:: Activity ::
From the entries below, retype only the lines from the one with "wrist: (1186, 926)" through the one with "pinky pip: (1136, 823)", exactly as written.

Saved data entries
Start of Block
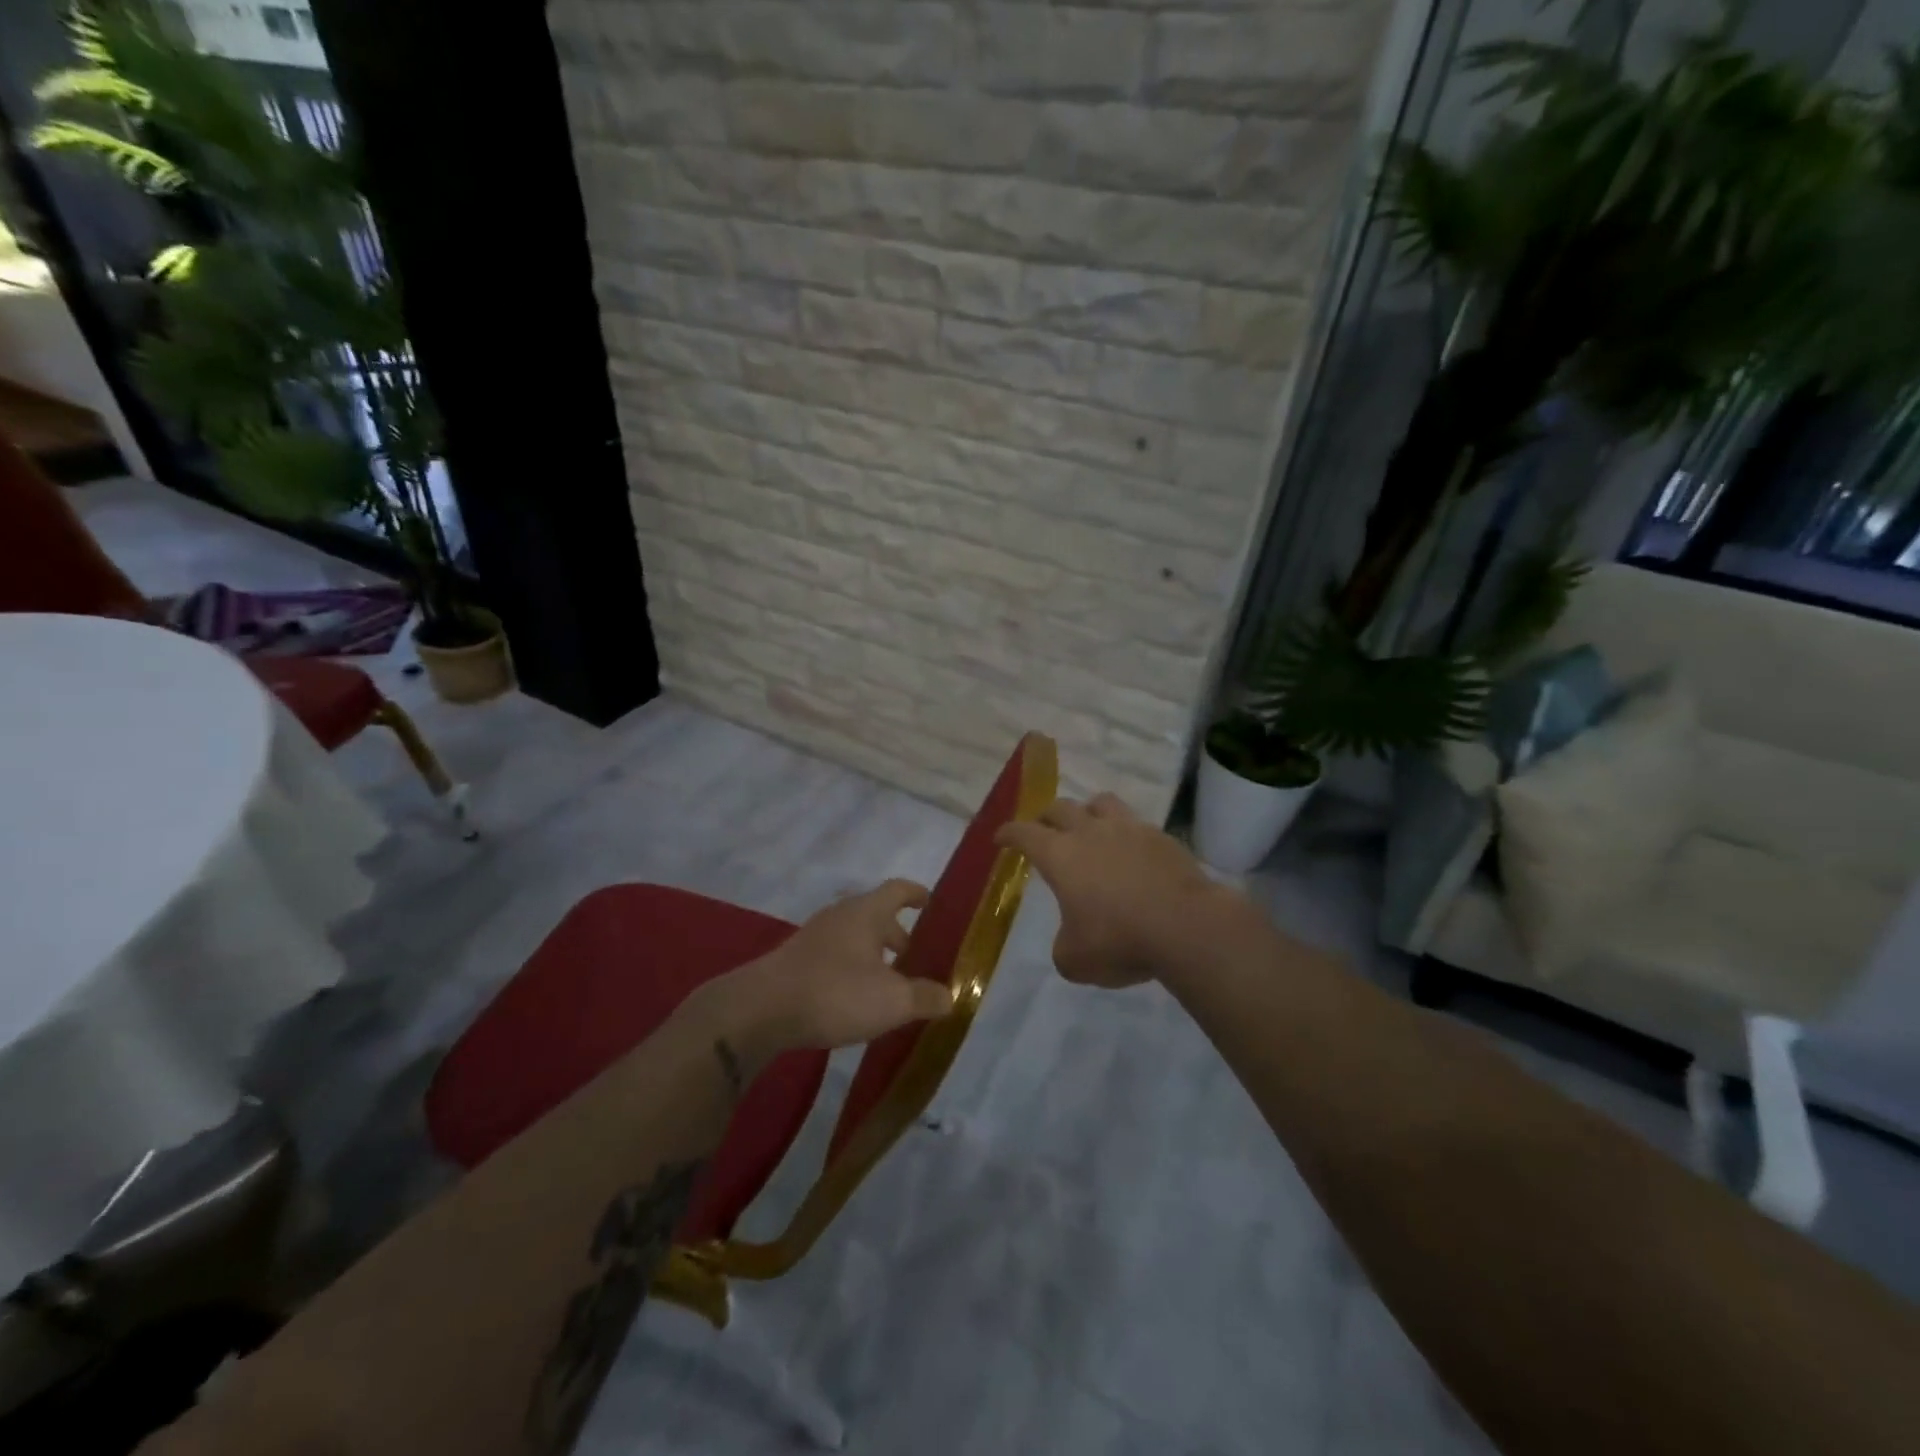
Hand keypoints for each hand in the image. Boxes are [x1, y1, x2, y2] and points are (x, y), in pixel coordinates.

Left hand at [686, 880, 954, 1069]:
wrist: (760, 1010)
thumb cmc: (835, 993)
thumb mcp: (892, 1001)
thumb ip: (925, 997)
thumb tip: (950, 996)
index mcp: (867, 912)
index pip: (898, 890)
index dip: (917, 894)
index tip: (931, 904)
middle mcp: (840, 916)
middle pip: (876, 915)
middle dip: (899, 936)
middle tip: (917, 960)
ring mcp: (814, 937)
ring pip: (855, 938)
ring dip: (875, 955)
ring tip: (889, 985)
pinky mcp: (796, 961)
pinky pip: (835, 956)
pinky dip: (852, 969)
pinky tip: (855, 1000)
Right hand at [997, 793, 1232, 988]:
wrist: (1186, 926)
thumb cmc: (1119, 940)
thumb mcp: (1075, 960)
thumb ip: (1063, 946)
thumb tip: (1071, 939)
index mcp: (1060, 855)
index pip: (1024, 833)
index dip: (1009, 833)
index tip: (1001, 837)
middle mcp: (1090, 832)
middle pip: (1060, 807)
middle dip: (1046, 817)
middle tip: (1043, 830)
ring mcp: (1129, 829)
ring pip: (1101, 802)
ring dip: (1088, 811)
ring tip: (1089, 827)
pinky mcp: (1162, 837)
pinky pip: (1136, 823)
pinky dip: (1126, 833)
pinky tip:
End of Block
:: The completed task ::
wrist: (1186, 926)
thumb cmc: (1119, 940)
thumb mcp: (1075, 960)
thumb ip: (1063, 946)
thumb tip: (1071, 939)
index mcp: (1060, 855)
index pip: (1024, 833)
index dip: (1009, 833)
index tip: (1001, 837)
middle mcp: (1090, 832)
middle pip: (1060, 807)
middle dip: (1046, 817)
middle tip: (1043, 830)
ring mcp: (1129, 829)
ring pip: (1101, 802)
ring dip: (1088, 811)
ring tip: (1089, 827)
pinky mcp: (1162, 837)
pinky pip: (1136, 823)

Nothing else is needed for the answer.